2. Armando surge em cena - O Ministro, aproveitando uma pausa feita por Mário Silva, indagou-lhe se nunca mais havia recebido notícias de Lina. Exibindo sarcástico sorriso, Mário informou que três meses depois de sua saída do lar, Lina igualmente traíra a confiança de Júlio, que, de volta a casa, encontrou-a certo dia nos braços de Armando. "Menos forte que eu mesmo" -- informou o enfermeiro, -- Júlio esqueceu-se do revés com que me dilacerara, semanas antes, e, cego de absorvente afeição, ingeriu grande dose de corrosivo... Socorrido a tempo, na caserna, conseguiu sobreviver, mas, incapaz de suportar os males corpóreos decorrentes da intoxicação, depois de alguns dias embebedou-se deliberadamente e arrojou-se às águas do Paraguai, aniquilando-se, enfim..." Nada mais soubera acerca de Lina e Armando... "Sou um poço de fel.
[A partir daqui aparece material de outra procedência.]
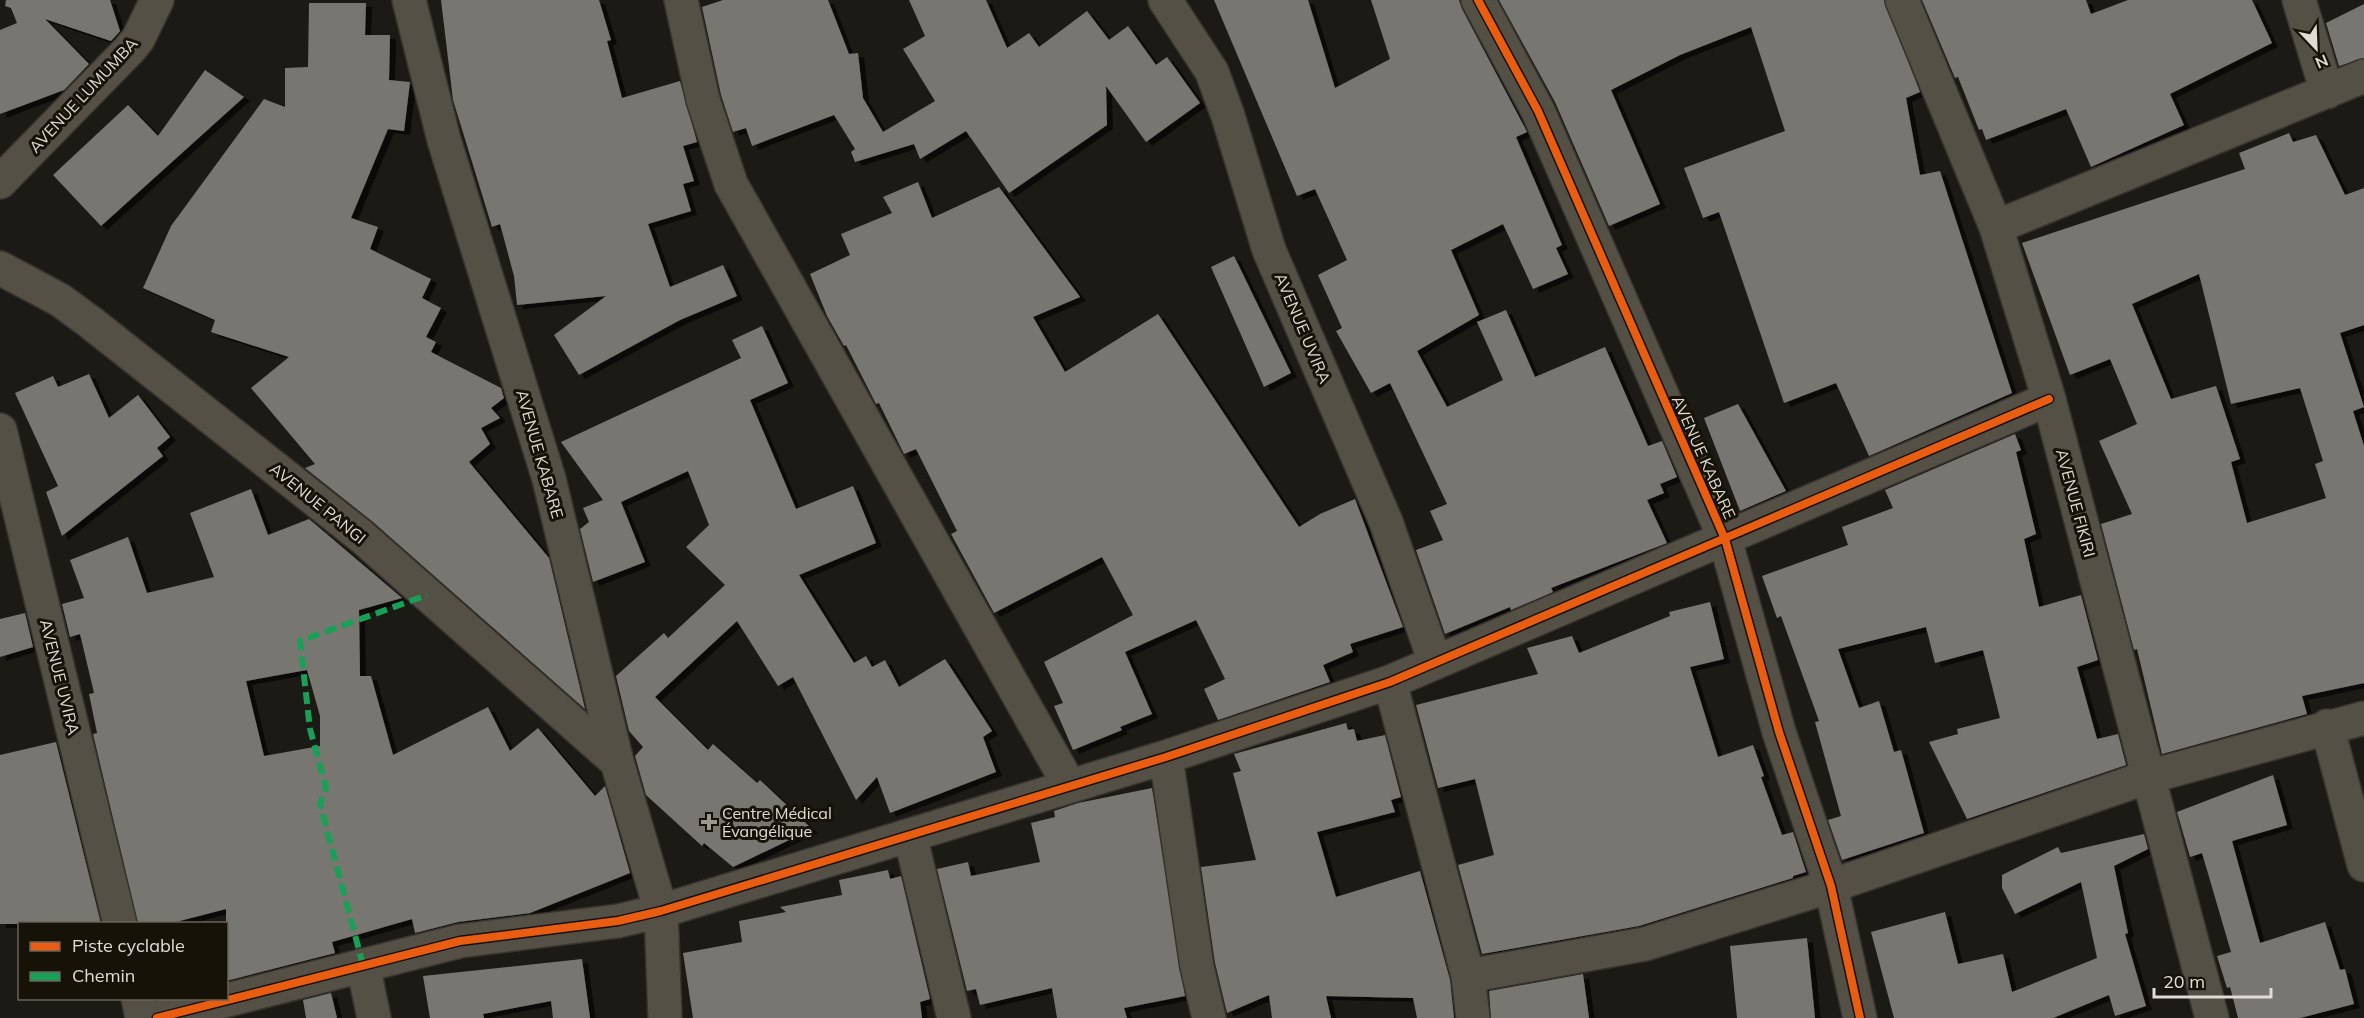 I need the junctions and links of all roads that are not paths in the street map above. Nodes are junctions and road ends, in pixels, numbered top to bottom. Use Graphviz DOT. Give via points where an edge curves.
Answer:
graph roads {
  1 [pos="157,0"];
  2 [pos="409,0"];
  3 [pos="681,0"];
  4 [pos="1165,0"];
  5 [pos="1478,0"];
  6 [pos="1902,0"];
  7 [pos="2300,0"];
  8 [pos="2364,76"];
  9 [pos="2327,92"];
  10 [pos="0,182"];
  11 [pos="1996,228"];
  12 [pos="0,268"];
  13 [pos="2049,399"];
  14 [pos="0,430"];
  15 [pos="1725,539"];
  16 [pos="1435,662"];
  17 [pos="1390,682"];
  18 [pos="2364,718"];
  19 [pos="2327,726"];
  20 [pos="1166,758"];
  21 [pos="617,762"];
  22 [pos="2148,777"];
  23 [pos="1069,785"];
  24 [pos="910,835"];
  25 [pos="2364,865"];
  26 [pos="1831,886"];
  27 [pos="662,911"];
  28 [pos="120,922"];
  29 [pos="363,965"];
  30 [pos="1468,976"];
  31 [pos="138,1000"];
  32 [pos="227,1000"];
  33 [pos="228,1000"];
  34 [pos="142,1018"];
  35 [pos="157,1018"];
  36 [pos="374,1018"];
  37 [pos="665,1018"];
  38 [pos="954,1018"];
  39 [pos="1209,1018"];
  40 [pos="1473,1018"];
  41 [pos="1860,1018"];
  42 [pos="2212,1018"];
  1 -- 10 [label="street, AVENUE LUMUMBA" via="129,50"];
  2 -- 21 [label="street, AVENUE KABARE" via="444,140 549,479"];
  3 -- 23 [label="street" via="703,100 731,184"];
  4 -- 16 [label="street, AVENUE UVIRA" via="1212,72 1269,250 1386,522"];
  5 -- 15 [label="street, AVENUE KABARE" via="1538,111"];
  6 -- 11 [label="street, AVENUE FIKIRI"];
  7 -- 9 [label="street"];
  8 -- 9 [label="street"];
  9 -- 11 [label="street"];
  11 -- 13 [label="street, AVENUE FIKIRI"];
  12 -- 21 [label="street, AVENUE PANGI" via="60,300 90,322 351,529"];
  13 -- 15 [label="street"];
  13 -- 22 [label="street, AVENUE FIKIRI"];
  14 -- 28 [label="street, AVENUE UVIRA"];
  15 -- 16 [label="street"];
  15 -- 26 [label="street, AVENUE KABARE" via="1779,732"];
  16 -- 17 [label="street"];
  17 -- 20 [label="street"];
  17 -- 30 [label="street"];
  18 -- 19 [label="street"];
  19 -- 22 [label="street"];
  19 -- 25 [label="street"];
  20 -- 23 [label="street"];
  20 -- 39 [label="street" via="1197,967"];
  21 -- 27 [label="street, AVENUE KABARE"];
  22 -- 26 [label="street"];
  22 -- 42 [label="street, AVENUE FIKIRI"];
  23 -- 24 [label="street"];
  24 -- 27 [label="street"];
  24 -- 38 [label="street"];
  26 -- 30 [label="street" via="1645,944"];
  26 -- 41 [label="street, AVENUE KABARE"];
  27 -- 29 [label="street" via="618,921 460,941"];
  27 -- 37 [label="street, AVENUE KABARE"];
  29 -- 33 [label="street"];
  29 -- 36 [label="street"];
  30 -- 40 [label="street"];
  31 -- 34 [label="street"];
  32 -- 35 [label="street"];
}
Não posso modificar-me... Haverá paz sem justiça e haverá justiça sem vingança?", indagou aquele que fora Esteves. Clarêncio, com sua voz calma, considerou, generoso: "E' necessário esquecer o mal, meu amigo. Sem aquela atitude de perdão, recomendada pelo Cristo, seremos viajores perdidos no cipoal das trevas de nós mesmos. Sem amor no coração, não teremos olhos para a luz". Nesse ponto, Amaro mostrou-se singularmente renovado; seu veículo espiritual parecia haver regredido no tempo; revelava-se mais leve e mais ágil e sua face impressionava pelos traços juvenis. Quando o viu de rosto metamorfoseado, Mário bradou entre o ódio e a angústia: "Armando! Armando!... Pois és tu? O Amaro que hoje detesto é o mesmo Armando de ontem? onde me encontro? enlouqueci, porventura?!..." Não fora preciso, explicou Clarêncio, grande esforço para que Amaro regredisse no tempo. O sofrimento reparador conferiu-lhe à mente e à sensibilidade recursos novos. Amaro (o mesmo Armando à época da guerra do Paraguai) procurava estender braços amigos ao adversário, mas este recuou, de repente, gritando em desespero: "Não, não! não te acerques de mim! não me provoques, não me provoques!..." O Ministro interpôs-se e pediu-lhes calma; depois, dirigindo-se ao enfermeiro, disse que agora era indispensável que Amaro falasse, porque a justiça, em qualquer solução, deve apreciar todas as partes interessadas. Mário então calou-se, preparando-se para ouvir o relato de seu antigo companheiro Armando. (Cap. XVII, págs. 109 e 110)

 

3. O relato de Amaro - Amaro, cujo semblante era agora de um jovem, contou que a madrugada do Ano Novo de 1869 ficou marcada para sempre em sua memória. Vindo de Santo Antônio, eles deveriam atacar a capital, Assunção, mas a expectativa era angustiosa. Ele, Esteves e Júlio eram amigos inseparáveis na caserna. Na incerteza do que iria suceder, Esteves pediu-lhes, na hipótese de morrer em combate, notificar sua morte à jovem Lina Flores, que conhecera, dias antes, em Villeta, reportando-se com entusiasmo ao amor que os ligava e aos seus projetos futuros. A capital paraguaia estava, porém, fatigada e desprevenida e em breve todos puderam comemorar, risonhos, a vitória. Semanas depois, Esteves comunicou-lhes o consórcio com Lina. Na verdade, ninguém podia casar-se em campanha, mas o enlace efetuou-se às ocultas, sob a bênção de um sacerdote e com a tolerância dos dirigentes da ocupação, de vez que a noiva era uma pobre menina brasileira, desde muito aprisionada. Em fevereiro do mesmo ano, ele e Júlio foram pela primeira vez em visita ao lar de Esteves. Colocados à frente de Lina, ambos se sentiram, porém, incompreensivelmente ligados àquela jovem bela e simples, cuja presença exerceu sobre os dois intraduzível atração. Júlio foi tomado por surda paixão, enquanto ele, em respeito a Esteves, tentou retrair-se. Júlio insinuou-se junto à recém-casada, cobrindo-a de gentilezas, e Lina acabou envolvendo-se nas atenções do rapaz, fazendo-lhe concessões. "Recordo-me do dia em que Esteves me procurou, desolado, comentando o golpe que recebera...", relatou Amaro. "Chorou debruçado nos meus ombros. Desejava desaparecer, aniquilar-se... Fiz-lhe observar, porém, a inoportunidade de qualquer violência..." (Cap. XVIII, págs. 111 e 112)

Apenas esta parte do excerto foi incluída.